◆ **Supplied records**
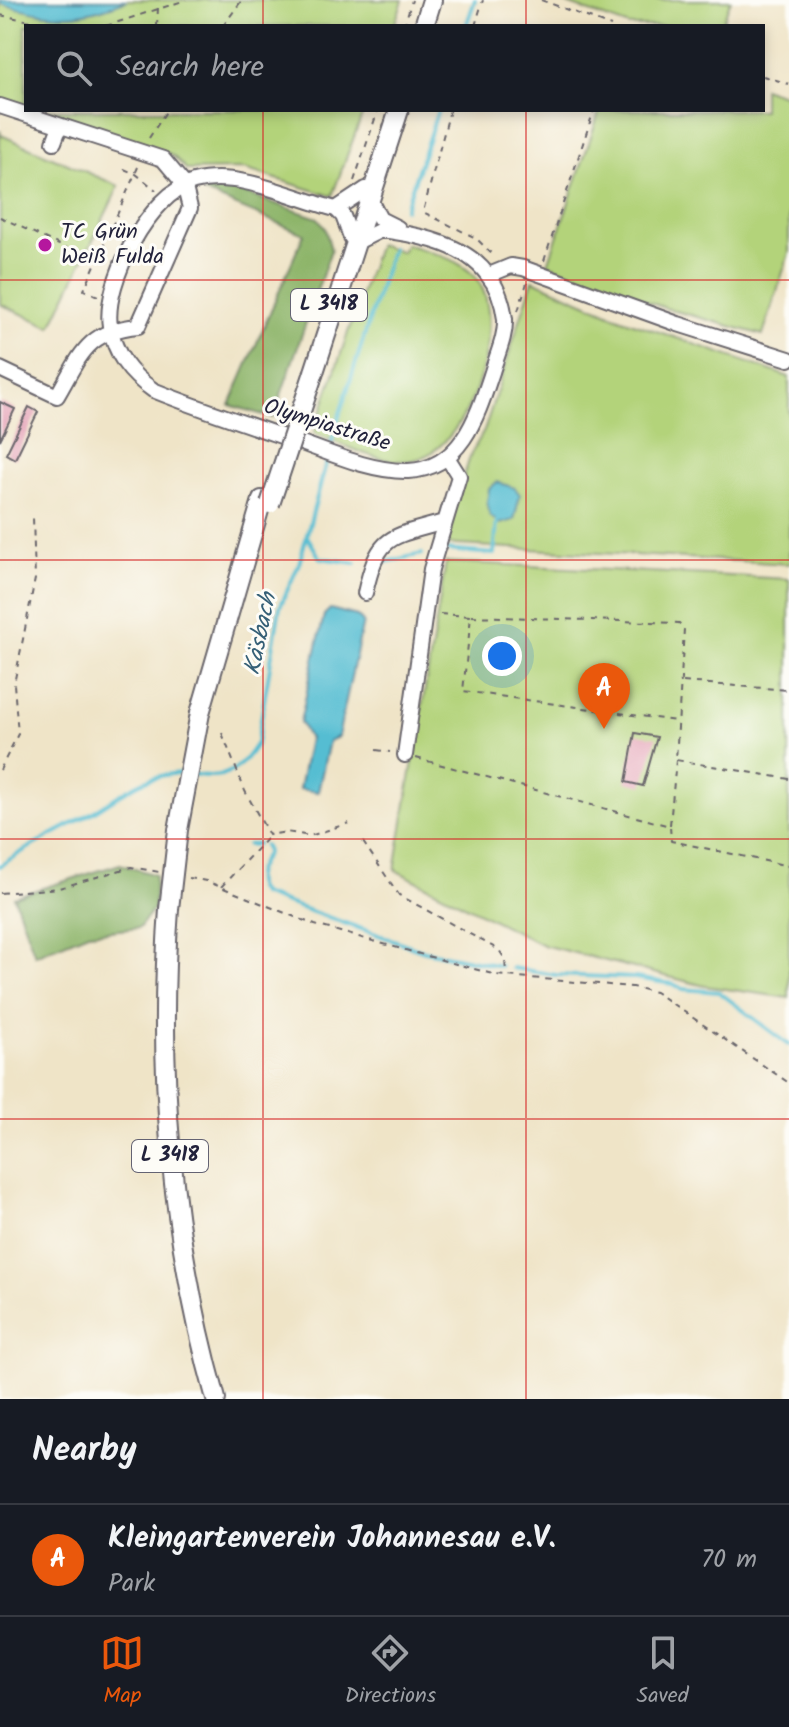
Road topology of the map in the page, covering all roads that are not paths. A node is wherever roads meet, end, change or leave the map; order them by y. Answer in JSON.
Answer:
{"nodes":[{"id":1,"x":423,"y":0,"type":"edge"},
{"id":2,"x":432,"y":0,"type":"edge"},
{"id":3,"x":417,"y":24,"type":"edge"},
{"id":4,"x":425,"y":24,"type":"edge"},
{"id":5,"x":0,"y":106,"type":"edge"},
{"id":6,"x":389,"y":112,"type":"edge"},
{"id":7,"x":398,"y":112,"type":"edge"},
{"id":8,"x":60,"y":126,"type":"junction"},
{"id":9,"x":54,"y":142,"type":"dead end"},
{"id":10,"x":184,"y":184,"type":"junction"},
{"id":11,"x":368,"y":196,"type":"junction"},
{"id":12,"x":336,"y":209,"type":"junction"},
{"id":13,"x":409,"y":234,"type":"junction"},
{"id":14,"x":355,"y":239,"type":"junction"},
{"id":15,"x":489,"y":275,"type":"junction"},
{"id":16,"x":110,"y":329,"type":"junction"},
{"id":17,"x":789,"y":359,"type":"edge"},
{"id":18,"x":0,"y":369,"type":"edge"},
{"id":19,"x":54,"y":396,"type":"junction"},
{"id":20,"x":49,"y":412,"type":"dead end"},
{"id":21,"x":447,"y":457,"type":"junction"},
{"id":22,"x":444,"y":522,"type":"junction"},
{"id":23,"x":365,"y":593,"type":"dead end"},
{"id":24,"x":405,"y":755,"type":"road end"},
{"id":25,"x":216,"y":1399,"type":"edge"}],
"edges":[{"from":1,"to":3,"type":"main road"},
{"from":2,"to":4,"type":"main road"},
{"from":5,"to":8,"type":"street"},
{"from":6,"to":11,"type":"main road","number":"L 3418"},
{"from":7,"to":11,"type":"main road","number":"L 3418"},
{"from":8,"to":9,"type":"street"},
{"from":8,"to":10,"type":"street"},
{"from":10,"to":12,"type":"street"},
{"from":10,"to":16,"type":"street","name":"Olympiastraße"},
{"from":10,"to":16,"type":"street"},
{"from":11,"to":12,"type":"street"},
{"from":11,"to":13,"type":"street"},
{"from":11,"to":14,"type":"main road","number":"L 3418"},
{"from":12,"to":14,"type":"street"},
{"from":13,"to":14,"type":"street"},
{"from":13,"to":15,"type":"street"},
{"from":14,"to":25,"type":"main road","number":"L 3418","bridge":true},
{"from":15,"to":17,"type":"street"},
{"from":15,"to":21,"type":"street"},
{"from":16,"to":19,"type":"street"},
{"from":16,"to":21,"type":"street","name":"Olympiastraße"},
{"from":18,"to":19,"type":"street"},
{"from":19,"to":20,"type":"street"},
{"from":21,"to":22,"type":"street"},
{"from":22,"to":23,"type":"street"},
{"from":22,"to":24,"type":"street"}]}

◆ **What is being asked**
Your reply should repeat the entries above exactly, leaving the pictures out.

◆ **Written response**
Road topology of the map in the page, covering all roads that are not paths. A node is wherever roads meet, end, change or leave the map; order them by y. Answer in JSON.
Answer:
{"nodes":[{"id":1,"x":423,"y":0,"type":"edge"},
{"id":2,"x":432,"y":0,"type":"edge"},
{"id":3,"x":417,"y":24,"type":"edge"},
{"id":4,"x":425,"y":24,"type":"edge"},
{"id":5,"x":0,"y":106,"type":"edge"},
{"id":6,"x":389,"y":112,"type":"edge"},
{"id":7,"x":398,"y":112,"type":"edge"},
{"id":8,"x":60,"y":126,"type":"junction"},
{"id":9,"x":54,"y":142,"type":"dead end"},
{"id":10,"x":184,"y":184,"type":"junction"},
{"id":11,"x":368,"y":196,"type":"junction"},
{"id":12,"x":336,"y":209,"type":"junction"},
{"id":13,"x":409,"y":234,"type":"junction"},
{"id":14,"x":355,"y":239,"type":"junction"},
{"id":15,"x":489,"y":275,"type":"junction"},
{"id":16,"x":110,"y":329,"type":"junction"},
{"id":17,"x":789,"y":359,"type":"edge"},
{"id":18,"x":0,"y":369,"type":"edge"},
{"id":19,"x":54,"y":396,"type":"junction"},
{"id":20,"x":49,"y":412,"type":"dead end"},
{"id":21,"x":447,"y":457,"type":"junction"},
{"id":22,"x":444,"y":522,"type":"junction"},
{"id":23,"x":365,"y":593,"type":"dead end"},
{"id":24,"x":405,"y":755,"type":"road end"},
{"id":25,"x":216,"y":1399,"type":"edge"}],
"edges":[{"from":1,"to":3,"type":"main road"},
{"from":2,"to":4,"type":"main road"},
{"from":5,"to":8,"type":"street"},
{"from":6,"to":11,"type":"main road","number":"L 3418"},
{"from":7,"to":11,"type":"main road","number":"L 3418"},
{"from":8,"to":9,"type":"street"},
{"from":8,"to":10,"type":"street"},
{"from":10,"to":12,"type":"street"},
{"from":10,"to":16,"type":"street","name":"Olympiastraße"},
{"from":10,"to":16,"type":"street"},
{"from":11,"to":12,"type":"street"},
{"from":11,"to":13,"type":"street"},
{"from":11,"to":14,"type":"main road","number":"L 3418"},
{"from":12,"to":14,"type":"street"},
{"from":13,"to":14,"type":"street"},
{"from":13,"to":15,"type":"street"},
{"from":14,"to":25,"type":"main road","number":"L 3418","bridge":true},
{"from":15,"to":17,"type":"street"},
{"from":15,"to":21,"type":"street"},
{"from":16,"to":19,"type":"street"},
{"from":16,"to":21,"type":"street","name":"Olympiastraße"},
{"from":18,"to":19,"type":"street"},
{"from":19,"to":20,"type":"street"},
{"from":21,"to":22,"type":"street"},
{"from":22,"to":23,"type":"street"},
{"from":22,"to":24,"type":"street"}]}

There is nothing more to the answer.